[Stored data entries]
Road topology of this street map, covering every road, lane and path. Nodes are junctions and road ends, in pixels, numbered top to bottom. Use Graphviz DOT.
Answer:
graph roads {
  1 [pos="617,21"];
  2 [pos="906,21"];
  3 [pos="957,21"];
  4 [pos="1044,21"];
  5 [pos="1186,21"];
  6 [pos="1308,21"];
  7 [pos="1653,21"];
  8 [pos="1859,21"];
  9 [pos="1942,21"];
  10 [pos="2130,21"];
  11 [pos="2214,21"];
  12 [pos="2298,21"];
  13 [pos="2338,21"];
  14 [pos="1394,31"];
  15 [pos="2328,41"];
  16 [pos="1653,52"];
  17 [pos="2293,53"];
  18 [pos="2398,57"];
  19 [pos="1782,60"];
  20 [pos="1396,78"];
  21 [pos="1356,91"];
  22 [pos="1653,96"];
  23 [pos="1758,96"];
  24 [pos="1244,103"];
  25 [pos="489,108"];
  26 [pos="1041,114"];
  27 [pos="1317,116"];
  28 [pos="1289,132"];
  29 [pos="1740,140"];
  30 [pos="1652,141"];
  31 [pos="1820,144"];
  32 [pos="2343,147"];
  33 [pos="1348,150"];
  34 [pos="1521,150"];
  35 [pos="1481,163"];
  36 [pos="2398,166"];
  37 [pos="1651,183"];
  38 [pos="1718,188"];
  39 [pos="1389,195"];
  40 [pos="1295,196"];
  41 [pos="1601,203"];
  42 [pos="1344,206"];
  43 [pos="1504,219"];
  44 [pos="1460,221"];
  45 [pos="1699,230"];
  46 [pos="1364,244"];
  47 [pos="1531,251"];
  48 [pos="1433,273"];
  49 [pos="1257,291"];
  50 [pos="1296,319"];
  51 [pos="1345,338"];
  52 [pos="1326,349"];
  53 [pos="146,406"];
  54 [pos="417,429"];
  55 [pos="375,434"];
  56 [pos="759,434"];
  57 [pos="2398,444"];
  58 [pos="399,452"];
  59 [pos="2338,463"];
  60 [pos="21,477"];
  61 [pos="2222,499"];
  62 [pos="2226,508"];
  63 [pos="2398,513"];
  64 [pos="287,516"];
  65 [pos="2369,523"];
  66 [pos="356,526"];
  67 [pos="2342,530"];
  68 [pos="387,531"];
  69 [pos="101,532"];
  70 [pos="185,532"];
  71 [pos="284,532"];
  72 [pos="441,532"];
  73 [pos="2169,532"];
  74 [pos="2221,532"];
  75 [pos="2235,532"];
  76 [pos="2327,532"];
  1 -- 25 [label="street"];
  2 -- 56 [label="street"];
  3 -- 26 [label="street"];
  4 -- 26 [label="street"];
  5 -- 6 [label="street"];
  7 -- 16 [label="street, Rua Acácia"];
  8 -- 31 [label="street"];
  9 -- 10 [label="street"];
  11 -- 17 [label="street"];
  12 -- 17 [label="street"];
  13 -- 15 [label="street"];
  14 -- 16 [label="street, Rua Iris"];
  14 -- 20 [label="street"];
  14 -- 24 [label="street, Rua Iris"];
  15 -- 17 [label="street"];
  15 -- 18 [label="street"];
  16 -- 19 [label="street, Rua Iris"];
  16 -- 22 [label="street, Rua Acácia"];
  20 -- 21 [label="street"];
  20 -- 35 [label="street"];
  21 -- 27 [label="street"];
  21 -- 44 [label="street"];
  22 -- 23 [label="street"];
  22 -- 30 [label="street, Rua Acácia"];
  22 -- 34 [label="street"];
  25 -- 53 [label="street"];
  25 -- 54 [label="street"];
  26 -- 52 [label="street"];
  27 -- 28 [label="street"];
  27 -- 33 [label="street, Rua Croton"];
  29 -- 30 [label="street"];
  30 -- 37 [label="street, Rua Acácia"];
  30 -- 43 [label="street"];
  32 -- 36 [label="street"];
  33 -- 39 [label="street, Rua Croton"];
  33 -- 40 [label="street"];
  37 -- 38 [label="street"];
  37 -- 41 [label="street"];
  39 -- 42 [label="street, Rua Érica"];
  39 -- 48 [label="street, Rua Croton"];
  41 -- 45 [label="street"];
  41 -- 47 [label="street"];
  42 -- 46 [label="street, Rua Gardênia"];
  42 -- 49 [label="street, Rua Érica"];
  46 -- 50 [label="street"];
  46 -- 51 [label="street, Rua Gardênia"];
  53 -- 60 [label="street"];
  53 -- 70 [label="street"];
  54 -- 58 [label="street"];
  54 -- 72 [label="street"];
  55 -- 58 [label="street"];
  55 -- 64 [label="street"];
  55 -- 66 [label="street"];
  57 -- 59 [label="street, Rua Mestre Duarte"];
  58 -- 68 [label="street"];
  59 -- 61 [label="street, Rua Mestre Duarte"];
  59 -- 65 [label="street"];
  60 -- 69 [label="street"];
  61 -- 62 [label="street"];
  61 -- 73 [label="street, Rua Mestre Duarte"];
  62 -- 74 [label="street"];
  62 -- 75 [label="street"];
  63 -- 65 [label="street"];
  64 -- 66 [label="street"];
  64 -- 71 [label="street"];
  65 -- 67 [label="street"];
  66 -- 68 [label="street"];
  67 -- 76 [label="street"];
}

» EXERCISE OBJECTIVE
Every line of the entries above that includes "Croton" should be copied.

» TASK ANSWER
  27 -- 33 [label="street, Rua Croton"];
  33 -- 39 [label="street, Rua Croton"];
  39 -- 48 [label="street, Rua Croton"];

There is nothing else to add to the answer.